In one week, over 100 new accredited investors signed up for
Tradehill Prime. The company requires a $10,000 minimum initial deposit
(in bitcoin equivalent or U.S. dollars) and dark orders will be priced
in BTC, trading in micro-lots of $1,000. New clients also receive a $75 account credit to test the integrated trading platform on the open order book.

Tradehill is a U.S-based exchange that falls within the definition of
FinCEN’s regulations for virtual currency exchange operators.
“Bitcoin’s primary use is value transmission and financial technology in
the U.S. is a very regulated space,” according to Tradehill COO Ryan
Singer. The company has anticipated this regulation and the recent
guidance from FinCEN “really helps the startups in the space build a
compliance game plan,” he added.

In offering dark pools of bitcoin liquidity within an exchange
infrastructure, institutional clients gain the benefits of anonymity and
non-display of orders but without losing any of the efficiencies
associated with trading on an exchanges’ public order books. With
bitcoin, it is difficult to gauge how much large-block trading occurs
off a publicly visible exchange. By comparison, research firm Tabb Group estimates that off-exchange and dark pool trading in the U.S. equity markets accounted for 32% of trades in 2012.
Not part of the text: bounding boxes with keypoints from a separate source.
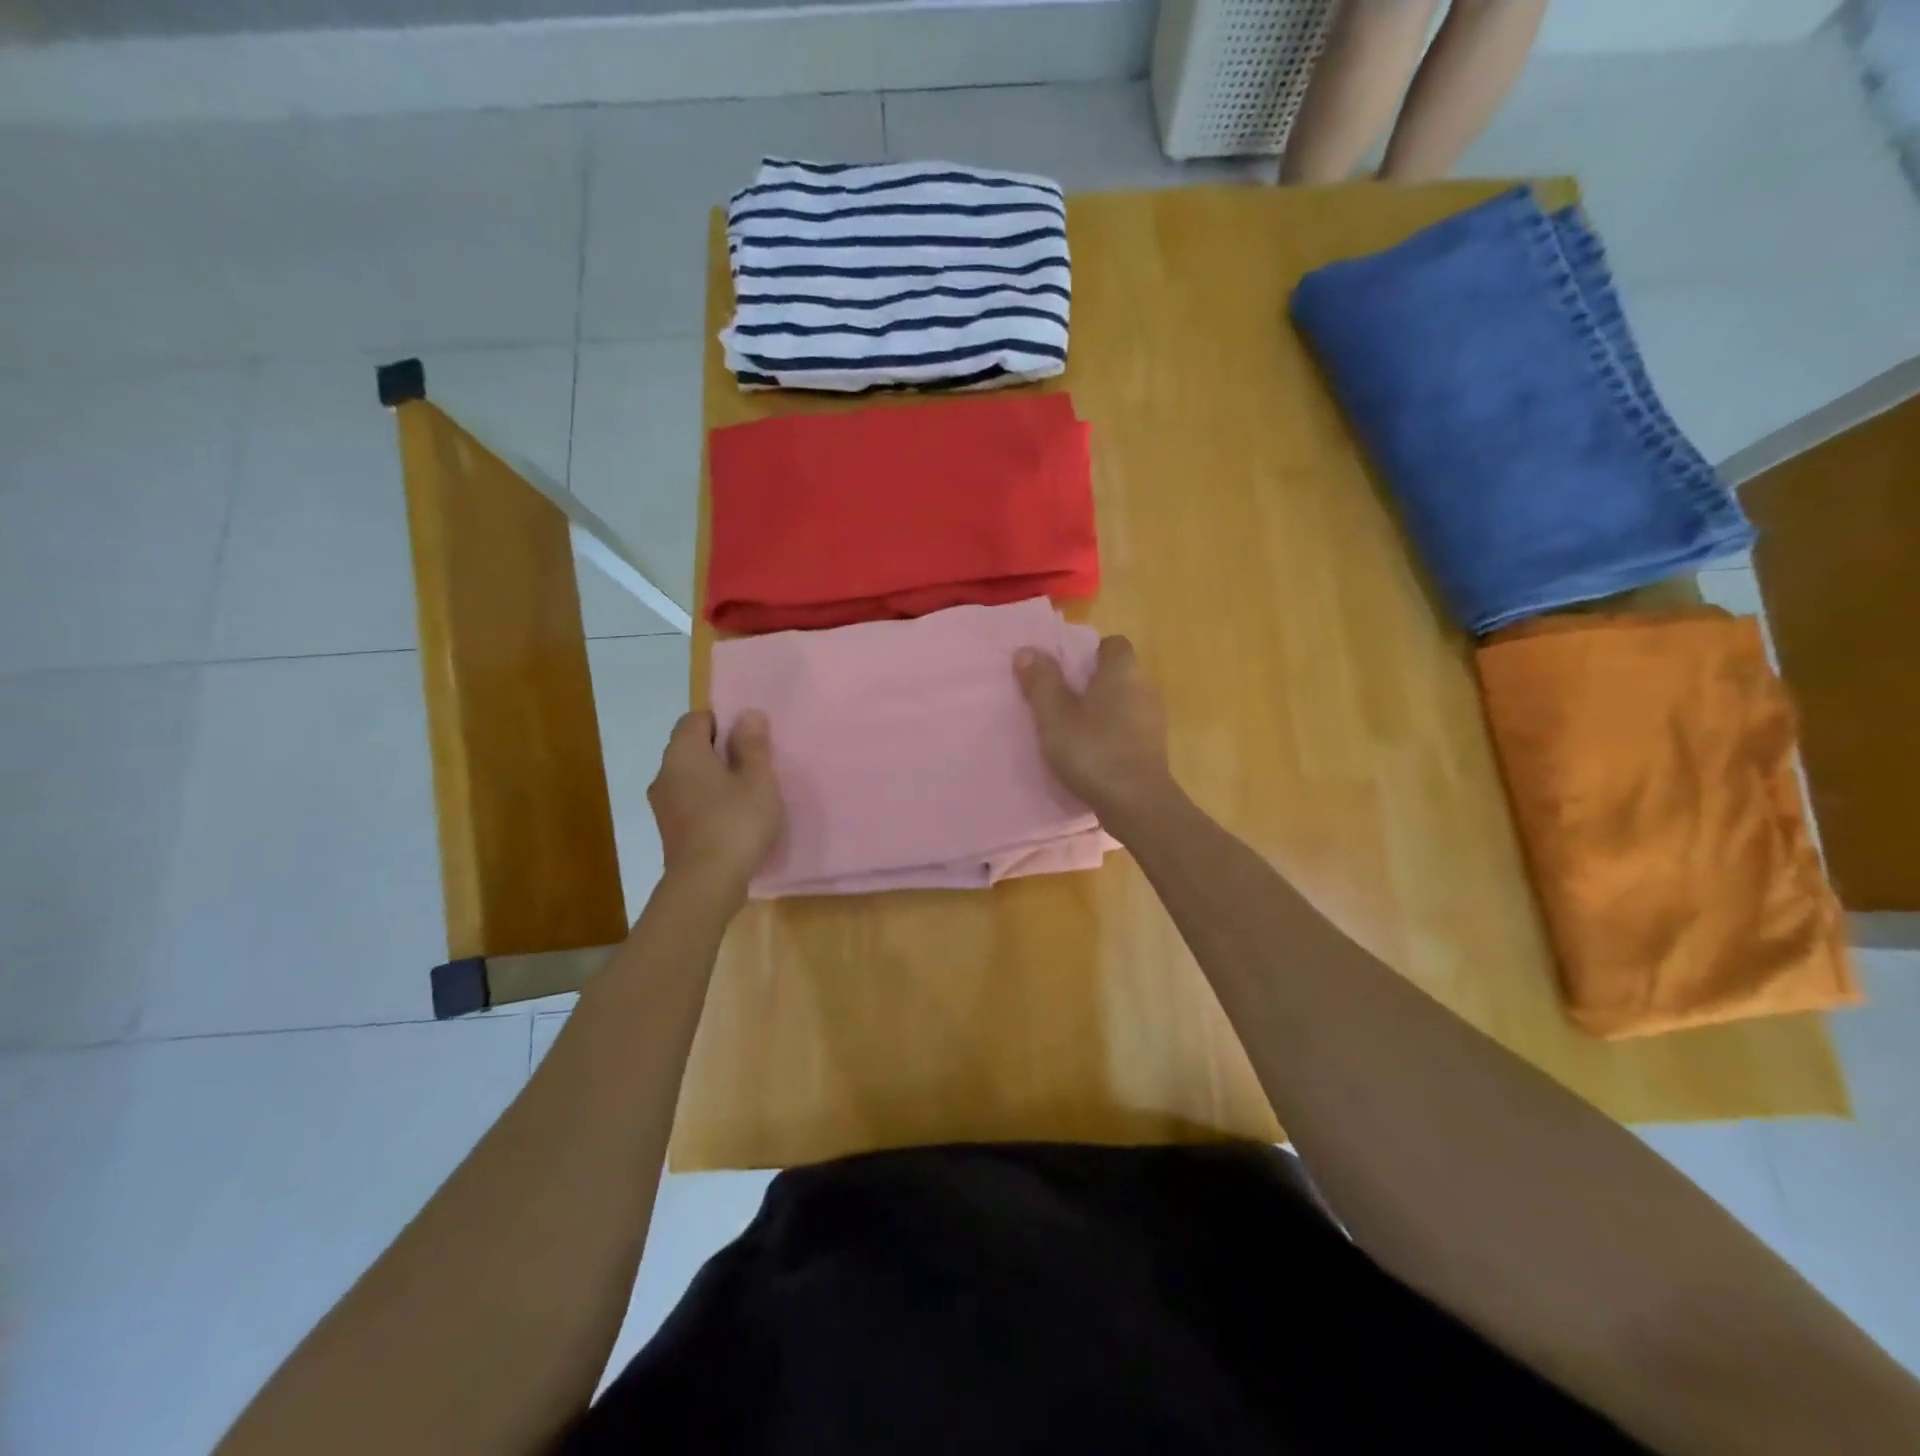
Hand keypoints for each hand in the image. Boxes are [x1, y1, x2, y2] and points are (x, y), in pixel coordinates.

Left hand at [648, 710, 783, 897]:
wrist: (706, 884)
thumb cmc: (736, 822)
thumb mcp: (757, 779)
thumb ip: (752, 745)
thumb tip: (747, 714)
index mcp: (683, 753)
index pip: (695, 719)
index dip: (723, 723)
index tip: (749, 741)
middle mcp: (664, 774)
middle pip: (691, 748)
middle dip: (720, 752)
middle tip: (753, 768)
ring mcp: (662, 805)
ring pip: (690, 778)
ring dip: (715, 780)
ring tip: (746, 796)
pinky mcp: (669, 831)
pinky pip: (689, 803)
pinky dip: (708, 803)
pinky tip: (732, 821)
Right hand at [1014, 635, 1180, 833]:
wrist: (1138, 804)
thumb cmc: (1094, 752)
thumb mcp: (1055, 717)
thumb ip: (1041, 682)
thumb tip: (1027, 651)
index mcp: (1122, 672)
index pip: (1112, 644)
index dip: (1089, 651)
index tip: (1064, 669)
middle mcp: (1144, 687)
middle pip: (1117, 672)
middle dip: (1091, 681)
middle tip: (1060, 698)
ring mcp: (1153, 719)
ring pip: (1124, 700)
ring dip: (1102, 708)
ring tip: (1072, 726)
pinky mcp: (1154, 746)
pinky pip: (1129, 725)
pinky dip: (1112, 730)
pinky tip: (1092, 750)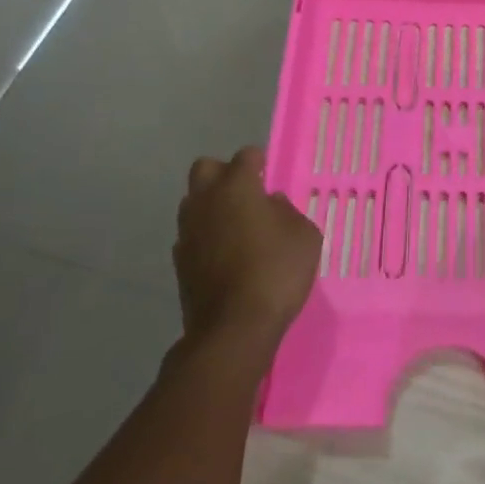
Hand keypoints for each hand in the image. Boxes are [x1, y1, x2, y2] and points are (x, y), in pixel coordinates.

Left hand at [175, 147, 320, 356]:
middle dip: (224, 173)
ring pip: (193, 201)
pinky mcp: (179, 262)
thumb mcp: (304, 235)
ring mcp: (188, 231)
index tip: (269, 173)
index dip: (259, 161)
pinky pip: (191, 234)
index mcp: (237, 186)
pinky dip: (205, 235)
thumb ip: (287, 211)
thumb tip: (271, 204)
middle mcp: (206, 201)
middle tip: (247, 192)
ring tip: (236, 225)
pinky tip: (225, 253)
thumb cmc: (277, 271)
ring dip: (211, 205)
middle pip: (205, 168)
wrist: (234, 328)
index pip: (245, 155)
Emma Quinn, AllianceBernstein’s Head of Asia Pacific Trading for equities, says
” We use dark pools to access liquidity for orders we would not
normally place in the central limit order book. I think dark pools aid
price discovery. There has to be post-trade transparency but once that
happens you’ve actually got more transparency on a market than you
normally would.”

MIT Professor of Finance Haoxiang Zhu agrees with that assessment writing that “dark pools can improve price discovery in open exchanges.” He also said,
“Adding a dark pool alongside an exchange tends to concentrate
price-relevant information into the exchange and improve price
discovery. Improved price discovery coincides with reduced exchange
liquidity.”

This is precisely where the Bitcoin market needs to be heading and it
is a necessary prerequisite for Bitcoin’s evolving role in global
trade. Wholesale trading exchanges like Tradehill Prime represent an
evolution from the floating-rate and fixed-rate retail exchanges. They
can also be considered a precursor to bitcoin-based forex markets as well as more sophisticated derivatives markets for bitcoin futures and options.